A natural sede da verdade é a raiz do progresso humano. A aspiração em conhecer todas as coisas e obter um conhecimento verdadeiro delas tem uma dupla dimensão: teórica e prática. Pela primeira, o homem contempla, considera todo o real, para captá-lo tal como é; essa atividade teórica é a base dos conhecimentos científicos. Pela segunda, o homem conhece as coisas a fim de dirigir sua ação.


PESSOA E LIBERDADE 


Ao se aplicar a capacidade de conhecimento ao plano de ação, surge outra propriedade essencial do ser humano: a condição de ser livre. Em que consiste essa liberdade? Alguém é livre quando é senhor de seus atos, é causa de seus atos. O domínio dos próprios atos, ou liberdade, é uma qualidade dos atos humanos.


Através dos seus atos voluntários, o homem precisa realizar o bem, o que é objeto da própria vontade. Para que um seja voluntário, deve o sujeito atuar com conhecimento do fim e livremente.


A liberdade humana tem por raiz a inteligência. Livre diante de todos os bens particulares que conhece, podendo, assim, escolher entre eles os mais convenientes para alcançar sua perfeição ou plenitude pessoal. Só Deus contemplado “face a face” na visão beatífica pode saciar o desejo de perfeição da pessoa; em relação aos bens criados, o homem é livre.


As coisas existentes são meios para a realização do indivíduo. Ao escolher entre elas, o homem “escolhe-se a si mesmo”, ditando seu próprio destino. É claro que essa liberdade não é absoluta, como apregoou erroneamente o liberalismo; a liberdade humana está condicionada por múltiplos fatores (hereditariedade, temperamento, educação, meio social). 

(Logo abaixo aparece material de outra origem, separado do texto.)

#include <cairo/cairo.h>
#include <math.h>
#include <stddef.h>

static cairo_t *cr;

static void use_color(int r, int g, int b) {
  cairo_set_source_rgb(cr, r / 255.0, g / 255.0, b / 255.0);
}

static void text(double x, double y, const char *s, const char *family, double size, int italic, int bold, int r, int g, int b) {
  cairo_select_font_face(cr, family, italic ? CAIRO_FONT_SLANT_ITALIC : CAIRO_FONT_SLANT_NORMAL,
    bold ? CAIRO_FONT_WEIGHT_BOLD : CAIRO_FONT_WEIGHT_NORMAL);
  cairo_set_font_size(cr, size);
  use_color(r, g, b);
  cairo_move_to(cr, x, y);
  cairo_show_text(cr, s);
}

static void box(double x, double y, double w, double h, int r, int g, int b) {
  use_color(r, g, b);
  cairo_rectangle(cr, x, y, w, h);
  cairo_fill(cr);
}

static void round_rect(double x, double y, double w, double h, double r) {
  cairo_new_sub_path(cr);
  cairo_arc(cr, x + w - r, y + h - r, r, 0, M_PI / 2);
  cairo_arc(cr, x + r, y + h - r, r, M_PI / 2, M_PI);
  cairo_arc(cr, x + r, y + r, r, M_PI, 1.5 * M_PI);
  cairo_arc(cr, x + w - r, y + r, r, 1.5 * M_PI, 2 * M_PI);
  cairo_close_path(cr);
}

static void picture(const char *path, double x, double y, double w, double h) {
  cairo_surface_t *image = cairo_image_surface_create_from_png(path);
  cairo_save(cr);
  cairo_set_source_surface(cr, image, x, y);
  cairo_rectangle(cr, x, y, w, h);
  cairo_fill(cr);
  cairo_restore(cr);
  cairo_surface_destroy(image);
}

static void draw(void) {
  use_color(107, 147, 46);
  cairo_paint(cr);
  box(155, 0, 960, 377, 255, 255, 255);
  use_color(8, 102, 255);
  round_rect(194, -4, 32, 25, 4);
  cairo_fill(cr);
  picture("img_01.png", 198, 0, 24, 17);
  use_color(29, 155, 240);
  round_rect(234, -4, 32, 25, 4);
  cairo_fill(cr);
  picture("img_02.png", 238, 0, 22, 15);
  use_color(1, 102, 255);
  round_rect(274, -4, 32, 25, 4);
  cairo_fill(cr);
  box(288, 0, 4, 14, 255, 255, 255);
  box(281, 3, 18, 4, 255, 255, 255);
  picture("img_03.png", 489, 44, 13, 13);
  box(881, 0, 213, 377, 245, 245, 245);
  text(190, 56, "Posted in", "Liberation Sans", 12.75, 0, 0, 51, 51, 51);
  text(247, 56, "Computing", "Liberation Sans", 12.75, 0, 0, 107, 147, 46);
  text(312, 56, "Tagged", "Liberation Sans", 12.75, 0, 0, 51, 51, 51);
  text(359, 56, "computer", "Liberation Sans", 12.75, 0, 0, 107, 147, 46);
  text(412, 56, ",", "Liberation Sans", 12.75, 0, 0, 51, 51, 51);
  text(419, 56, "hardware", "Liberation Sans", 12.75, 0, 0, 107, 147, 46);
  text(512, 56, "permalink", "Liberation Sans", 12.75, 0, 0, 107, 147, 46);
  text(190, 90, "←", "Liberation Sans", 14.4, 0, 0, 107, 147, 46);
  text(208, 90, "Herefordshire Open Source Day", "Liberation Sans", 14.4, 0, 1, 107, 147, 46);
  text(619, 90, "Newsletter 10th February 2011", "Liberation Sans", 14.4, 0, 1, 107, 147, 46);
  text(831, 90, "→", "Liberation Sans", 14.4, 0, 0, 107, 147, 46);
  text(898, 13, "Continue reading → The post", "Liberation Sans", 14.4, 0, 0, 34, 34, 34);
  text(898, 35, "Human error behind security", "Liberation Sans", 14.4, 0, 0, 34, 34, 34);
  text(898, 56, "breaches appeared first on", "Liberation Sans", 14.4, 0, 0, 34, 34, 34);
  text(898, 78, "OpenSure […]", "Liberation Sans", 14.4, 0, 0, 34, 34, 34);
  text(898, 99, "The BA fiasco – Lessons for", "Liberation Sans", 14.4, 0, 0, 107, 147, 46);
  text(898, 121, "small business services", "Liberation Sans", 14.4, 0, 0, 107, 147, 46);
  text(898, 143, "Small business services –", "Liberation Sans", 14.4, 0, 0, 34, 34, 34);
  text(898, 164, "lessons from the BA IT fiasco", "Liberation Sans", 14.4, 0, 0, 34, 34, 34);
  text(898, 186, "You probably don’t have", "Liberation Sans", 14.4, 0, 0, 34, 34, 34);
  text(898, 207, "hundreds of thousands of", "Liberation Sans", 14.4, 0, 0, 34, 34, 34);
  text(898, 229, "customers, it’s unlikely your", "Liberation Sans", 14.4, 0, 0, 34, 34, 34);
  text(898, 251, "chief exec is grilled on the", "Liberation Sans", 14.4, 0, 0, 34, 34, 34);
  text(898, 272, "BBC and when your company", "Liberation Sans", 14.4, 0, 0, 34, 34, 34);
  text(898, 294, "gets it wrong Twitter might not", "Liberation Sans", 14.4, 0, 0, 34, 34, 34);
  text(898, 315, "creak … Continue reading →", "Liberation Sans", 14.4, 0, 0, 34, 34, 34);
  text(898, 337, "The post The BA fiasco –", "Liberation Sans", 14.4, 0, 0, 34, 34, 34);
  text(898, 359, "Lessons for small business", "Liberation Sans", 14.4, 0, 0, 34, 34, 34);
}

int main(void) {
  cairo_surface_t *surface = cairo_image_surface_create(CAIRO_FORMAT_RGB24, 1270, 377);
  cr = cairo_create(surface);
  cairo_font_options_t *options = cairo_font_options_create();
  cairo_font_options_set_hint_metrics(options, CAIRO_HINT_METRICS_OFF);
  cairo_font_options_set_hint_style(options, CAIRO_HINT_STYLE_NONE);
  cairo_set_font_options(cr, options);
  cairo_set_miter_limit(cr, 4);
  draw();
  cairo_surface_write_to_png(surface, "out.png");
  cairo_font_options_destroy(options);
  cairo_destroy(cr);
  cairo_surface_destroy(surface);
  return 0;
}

Nenhuma pessoa, portanto, é livre para fazer o que quiser, pois sua liberdade regula-se por bens e normas objetivos, que são descobertos pela razão. 


Das propriedades assinaladas, (razão e liberdade) surge uma terceira: a responsabilidade. O homem é responsável pelos seus atos.


Uma pessoa madura, adulta, pode e deve responder pelos efeitos de suas decisões diárias, pelos valores que realizou ou deixou de realizar, pelo sentido que deu à sua vida inteira.


A DIGNIDADE PESSOAL


Podemos agora compreender em que consiste a dignidade pessoal. Digno é aquilo que tem valor em si mesmo e por si mesmo. “O homem atinge esta dignidade (humana) quando, liberto de todo cativeiro das paixões, tende para o seu fim pela livre escolha do bem e procura eficazmente, com diligente aplicação, os meios adequados para isso (Vaticano II, Gaudium et Spes, n. 17). 


A raiz última da dignidade humana reside no fato de ser imago Dei, imagem de Deus, chamado por Ele a participar da plenitude de sua glória: “A razão mais sublime da dignidade humana consiste na vocação do Homem à união com Deus” (Gaudium et Spes, n. 19).